The 2016 Civic sports, though that may not be the best term for a CVT-afflicted car, a new architecture, as well as new styling inside and out. It also features a pair of new engines, including a turbo version. And if you're single and need to be nagged while you drive, it can be had with an abundance of Honda Sensing safety and driver-assistive technologies - the type of nannies (lane change, adaptive cruise control, pre-emptive braking and the like) that are becoming mainstream, sapping a lot of the enjoyment out of the driving process. This is industry-wide, so Honda is not to be blamed here, though the annoying right side view camera is their fault alone (so far).
But enough with raining on Honda's parade. The company deserves kudos regardless of one writer's ingrained stick-in-the-mud-iness. After all, it's a heckuva competitive marketplace and any car that wins such awards has to have something going for it.
I can't comment on how other awards - such as the Detroit one - are arrived at, but I've been part of AJAC's TestFest for several years and it's about as exhaustive a process as you can get. Not only are the competing cars in a category driven back to back to ensure our subjective opinions are arrived at as apples-to-apples comparisons, but they're also put through a series of objective performance tests by people who know what they're doing.
According (no Honda joke intended) to Gary Grant, co-chair of the Canadian Car of the Year committee "TestFest is the most intensive new-vehicle evaluation process on the planet. No other organization employs such stringent testing methods to determine its award winners." And while the journalists' test drives at TestFest are quite short - a maximum of 45 minutes, since we have a bunch of contenders to contend with - and therefore only give you a quick "first impression," the impressions add up.
"Our program is absolutely testing-based," said Justin Pritchard, co-chair of the Canadian Car of the Year committee. "We have experienced vehicle testers driving dozens of vehicles, back to back, over the course of several days.
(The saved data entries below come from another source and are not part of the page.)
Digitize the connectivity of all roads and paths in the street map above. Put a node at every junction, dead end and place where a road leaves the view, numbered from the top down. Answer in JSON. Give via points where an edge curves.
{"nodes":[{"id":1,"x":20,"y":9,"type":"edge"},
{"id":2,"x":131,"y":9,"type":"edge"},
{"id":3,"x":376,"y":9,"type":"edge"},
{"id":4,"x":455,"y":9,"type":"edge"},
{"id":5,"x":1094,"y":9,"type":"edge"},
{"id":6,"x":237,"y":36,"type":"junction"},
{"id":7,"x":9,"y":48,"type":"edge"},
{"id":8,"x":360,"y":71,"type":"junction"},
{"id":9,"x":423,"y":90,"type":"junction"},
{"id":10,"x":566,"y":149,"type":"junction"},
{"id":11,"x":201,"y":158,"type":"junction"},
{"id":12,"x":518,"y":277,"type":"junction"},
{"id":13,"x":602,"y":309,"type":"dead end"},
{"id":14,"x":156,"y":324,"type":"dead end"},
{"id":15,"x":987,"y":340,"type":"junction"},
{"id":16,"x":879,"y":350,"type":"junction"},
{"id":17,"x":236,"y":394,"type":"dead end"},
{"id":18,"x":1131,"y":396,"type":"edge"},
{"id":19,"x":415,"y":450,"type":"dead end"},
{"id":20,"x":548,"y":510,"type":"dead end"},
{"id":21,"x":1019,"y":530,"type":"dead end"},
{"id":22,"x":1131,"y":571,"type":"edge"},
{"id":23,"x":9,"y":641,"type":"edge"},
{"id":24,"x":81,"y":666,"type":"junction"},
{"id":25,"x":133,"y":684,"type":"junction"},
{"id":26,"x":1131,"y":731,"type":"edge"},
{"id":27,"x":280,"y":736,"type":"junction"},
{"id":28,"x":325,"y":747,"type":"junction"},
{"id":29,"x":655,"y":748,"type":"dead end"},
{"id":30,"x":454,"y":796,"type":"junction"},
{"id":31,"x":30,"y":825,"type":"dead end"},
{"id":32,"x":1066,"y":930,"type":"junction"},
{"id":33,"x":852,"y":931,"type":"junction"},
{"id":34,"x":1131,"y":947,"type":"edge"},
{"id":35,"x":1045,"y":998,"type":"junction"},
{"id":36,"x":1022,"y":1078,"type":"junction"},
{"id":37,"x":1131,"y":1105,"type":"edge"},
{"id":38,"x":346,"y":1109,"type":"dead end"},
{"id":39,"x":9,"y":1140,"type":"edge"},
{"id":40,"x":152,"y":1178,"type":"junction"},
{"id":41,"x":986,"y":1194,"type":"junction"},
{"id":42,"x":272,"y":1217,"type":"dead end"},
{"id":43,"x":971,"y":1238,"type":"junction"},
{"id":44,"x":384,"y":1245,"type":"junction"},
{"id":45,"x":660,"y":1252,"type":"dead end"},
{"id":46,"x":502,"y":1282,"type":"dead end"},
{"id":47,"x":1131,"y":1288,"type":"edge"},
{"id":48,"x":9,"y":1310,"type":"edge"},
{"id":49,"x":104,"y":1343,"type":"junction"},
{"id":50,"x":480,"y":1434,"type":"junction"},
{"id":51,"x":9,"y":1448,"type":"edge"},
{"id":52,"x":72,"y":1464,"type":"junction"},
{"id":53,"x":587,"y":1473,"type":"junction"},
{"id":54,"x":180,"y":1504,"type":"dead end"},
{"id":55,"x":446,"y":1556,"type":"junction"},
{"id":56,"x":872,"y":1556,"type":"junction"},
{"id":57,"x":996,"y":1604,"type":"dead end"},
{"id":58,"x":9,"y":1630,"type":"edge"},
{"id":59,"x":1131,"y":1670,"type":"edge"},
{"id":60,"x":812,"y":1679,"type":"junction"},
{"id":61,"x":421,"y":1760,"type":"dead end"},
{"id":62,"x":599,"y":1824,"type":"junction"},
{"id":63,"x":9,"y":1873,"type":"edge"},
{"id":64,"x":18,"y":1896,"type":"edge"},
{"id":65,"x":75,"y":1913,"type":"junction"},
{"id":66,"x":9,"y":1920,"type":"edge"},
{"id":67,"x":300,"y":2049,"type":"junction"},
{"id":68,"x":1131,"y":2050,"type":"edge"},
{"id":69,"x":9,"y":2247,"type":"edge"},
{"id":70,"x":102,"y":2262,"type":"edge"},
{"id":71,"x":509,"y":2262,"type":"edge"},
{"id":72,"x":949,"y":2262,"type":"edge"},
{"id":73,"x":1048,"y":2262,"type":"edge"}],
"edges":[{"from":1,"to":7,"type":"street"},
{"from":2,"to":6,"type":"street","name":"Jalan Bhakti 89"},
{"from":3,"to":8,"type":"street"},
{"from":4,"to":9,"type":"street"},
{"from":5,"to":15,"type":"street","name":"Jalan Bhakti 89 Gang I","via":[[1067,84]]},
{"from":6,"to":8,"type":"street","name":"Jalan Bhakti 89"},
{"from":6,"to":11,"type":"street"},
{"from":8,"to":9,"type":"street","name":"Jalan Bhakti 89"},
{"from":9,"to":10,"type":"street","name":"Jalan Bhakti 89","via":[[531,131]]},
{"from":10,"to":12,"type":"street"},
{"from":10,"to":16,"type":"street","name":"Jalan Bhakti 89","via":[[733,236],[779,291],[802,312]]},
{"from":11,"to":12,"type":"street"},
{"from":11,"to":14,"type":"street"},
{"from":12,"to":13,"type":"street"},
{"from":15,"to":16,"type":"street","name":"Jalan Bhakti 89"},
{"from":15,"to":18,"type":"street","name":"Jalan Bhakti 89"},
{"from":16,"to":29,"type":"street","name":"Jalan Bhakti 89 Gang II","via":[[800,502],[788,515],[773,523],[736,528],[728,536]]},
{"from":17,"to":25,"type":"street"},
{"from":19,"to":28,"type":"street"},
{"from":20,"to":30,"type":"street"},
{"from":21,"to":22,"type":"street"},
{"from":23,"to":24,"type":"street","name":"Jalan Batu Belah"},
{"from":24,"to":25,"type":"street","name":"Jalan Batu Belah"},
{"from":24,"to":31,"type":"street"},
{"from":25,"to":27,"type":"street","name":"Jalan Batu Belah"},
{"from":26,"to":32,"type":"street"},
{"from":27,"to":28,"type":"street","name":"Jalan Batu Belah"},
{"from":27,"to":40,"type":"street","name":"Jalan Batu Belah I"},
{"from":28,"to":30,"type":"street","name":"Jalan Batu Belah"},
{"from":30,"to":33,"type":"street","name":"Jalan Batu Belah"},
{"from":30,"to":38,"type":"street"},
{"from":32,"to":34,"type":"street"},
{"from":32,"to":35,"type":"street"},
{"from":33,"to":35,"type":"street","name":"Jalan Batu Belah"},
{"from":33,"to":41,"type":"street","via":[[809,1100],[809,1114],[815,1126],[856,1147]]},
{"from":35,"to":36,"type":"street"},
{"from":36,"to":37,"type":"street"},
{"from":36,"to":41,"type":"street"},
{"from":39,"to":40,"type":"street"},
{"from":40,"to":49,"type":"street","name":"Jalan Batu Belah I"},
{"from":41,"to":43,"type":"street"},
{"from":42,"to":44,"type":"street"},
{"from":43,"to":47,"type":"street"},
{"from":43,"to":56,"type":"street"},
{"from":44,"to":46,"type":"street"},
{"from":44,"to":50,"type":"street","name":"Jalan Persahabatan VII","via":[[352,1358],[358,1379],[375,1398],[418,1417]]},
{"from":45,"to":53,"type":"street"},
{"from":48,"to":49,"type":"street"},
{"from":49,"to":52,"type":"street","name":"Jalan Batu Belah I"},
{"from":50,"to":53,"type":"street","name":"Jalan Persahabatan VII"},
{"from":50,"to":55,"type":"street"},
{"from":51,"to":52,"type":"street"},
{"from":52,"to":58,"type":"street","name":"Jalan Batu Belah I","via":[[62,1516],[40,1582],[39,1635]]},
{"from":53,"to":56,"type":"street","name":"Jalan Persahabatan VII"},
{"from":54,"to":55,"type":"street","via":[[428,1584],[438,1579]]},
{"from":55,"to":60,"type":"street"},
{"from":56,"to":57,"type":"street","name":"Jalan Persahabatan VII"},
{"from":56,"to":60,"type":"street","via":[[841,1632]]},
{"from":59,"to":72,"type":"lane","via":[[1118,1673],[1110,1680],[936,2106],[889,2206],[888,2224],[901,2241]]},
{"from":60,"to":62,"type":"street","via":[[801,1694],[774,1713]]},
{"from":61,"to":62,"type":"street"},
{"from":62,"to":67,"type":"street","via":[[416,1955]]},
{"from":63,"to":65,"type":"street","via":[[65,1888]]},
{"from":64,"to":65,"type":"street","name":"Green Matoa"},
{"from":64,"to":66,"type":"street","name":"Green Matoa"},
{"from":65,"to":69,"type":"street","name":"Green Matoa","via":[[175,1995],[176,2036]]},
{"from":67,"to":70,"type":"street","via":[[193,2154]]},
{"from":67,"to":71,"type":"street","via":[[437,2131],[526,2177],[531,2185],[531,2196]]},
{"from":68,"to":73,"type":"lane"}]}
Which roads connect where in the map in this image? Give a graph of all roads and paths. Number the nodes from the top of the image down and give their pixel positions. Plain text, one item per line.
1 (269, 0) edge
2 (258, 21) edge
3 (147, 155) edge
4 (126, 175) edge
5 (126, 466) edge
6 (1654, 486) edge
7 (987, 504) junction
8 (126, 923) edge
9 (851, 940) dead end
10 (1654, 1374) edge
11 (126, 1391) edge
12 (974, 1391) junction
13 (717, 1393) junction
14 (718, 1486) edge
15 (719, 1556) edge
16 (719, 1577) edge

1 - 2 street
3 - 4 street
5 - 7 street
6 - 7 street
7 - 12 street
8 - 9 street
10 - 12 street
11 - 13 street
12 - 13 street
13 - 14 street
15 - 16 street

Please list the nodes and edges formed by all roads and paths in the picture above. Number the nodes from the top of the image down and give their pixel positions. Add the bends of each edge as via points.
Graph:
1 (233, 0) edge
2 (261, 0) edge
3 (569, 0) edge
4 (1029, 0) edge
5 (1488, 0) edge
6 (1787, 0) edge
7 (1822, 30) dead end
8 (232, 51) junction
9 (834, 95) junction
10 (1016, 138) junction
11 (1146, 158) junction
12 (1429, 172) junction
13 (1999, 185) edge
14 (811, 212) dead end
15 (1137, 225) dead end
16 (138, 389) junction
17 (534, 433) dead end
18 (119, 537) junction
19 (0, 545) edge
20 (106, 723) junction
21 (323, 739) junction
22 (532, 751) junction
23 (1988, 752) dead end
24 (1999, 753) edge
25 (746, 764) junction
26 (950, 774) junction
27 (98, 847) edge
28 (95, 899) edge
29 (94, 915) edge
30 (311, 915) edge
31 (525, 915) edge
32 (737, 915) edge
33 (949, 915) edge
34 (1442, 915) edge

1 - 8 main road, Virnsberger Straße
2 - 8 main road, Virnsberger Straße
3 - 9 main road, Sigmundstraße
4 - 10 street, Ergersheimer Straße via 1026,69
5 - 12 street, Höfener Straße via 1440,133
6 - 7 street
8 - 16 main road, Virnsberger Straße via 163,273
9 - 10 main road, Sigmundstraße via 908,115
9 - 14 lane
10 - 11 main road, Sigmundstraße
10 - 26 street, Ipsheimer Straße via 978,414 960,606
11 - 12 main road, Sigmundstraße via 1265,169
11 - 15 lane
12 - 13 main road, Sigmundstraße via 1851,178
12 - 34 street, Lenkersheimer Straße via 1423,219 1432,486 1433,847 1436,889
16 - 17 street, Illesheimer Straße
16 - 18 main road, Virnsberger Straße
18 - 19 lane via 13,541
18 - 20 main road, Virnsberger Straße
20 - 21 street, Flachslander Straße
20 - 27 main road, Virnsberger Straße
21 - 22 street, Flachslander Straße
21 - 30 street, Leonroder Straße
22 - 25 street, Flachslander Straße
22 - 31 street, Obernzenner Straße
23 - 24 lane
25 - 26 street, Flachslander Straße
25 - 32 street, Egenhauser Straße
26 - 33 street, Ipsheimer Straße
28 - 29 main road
This testing process generated 1,911 test drives, producing over 110,000 data points and 1701 category ballots."
The journalists' test drives were done in the area around Canadian Tire Motorsports Park (nee Mosport), on some lovely (and some not so lovely) roads in the area surrounding the facility. There are also handling courses and a decent off road course for the SUV's. It was an excellent place to put the vehicles through their paces, even if only briefly.
Pritchard also pointed out that every aspect of this testing data is shared online via the AJAC website, "so shoppers can see how any given vehicle won its category, or how it stacked up to the category winner."
The announcement of the Civic's copping top honours was made at a press conference at the Canadian International Auto Show happening now in the Centre of the Universe.
Honda faced some tough competition, not only in its category but overall as well. There were nine categories in all (plus a "green car" to be named later regardless of its body colour), from the Civic's "Small Car" and the Jetta's "Family Car" to "Sports/Performance" and "Prestige" vehicles as well as SUV/Crossover categories. Mercedes Benz won two awards (for their awesome new C 63S AMG and the AMG GT (S Coupe), Volkswagen was also a double winner (scoring the award in the "lower end" Sports/Performance segment for its lovely Golf R as well as the "Family Car").
Other category winners included Kia (Sorento - SUV/Crossover), Mazda (CX-3 - SUV/Crossover), Volvo (XC 90 - SUV /Crossover), and GM (Chevy Silverado - pickup truck).
TestFest is open to qualifying vehicles that are either all new or significantly changed.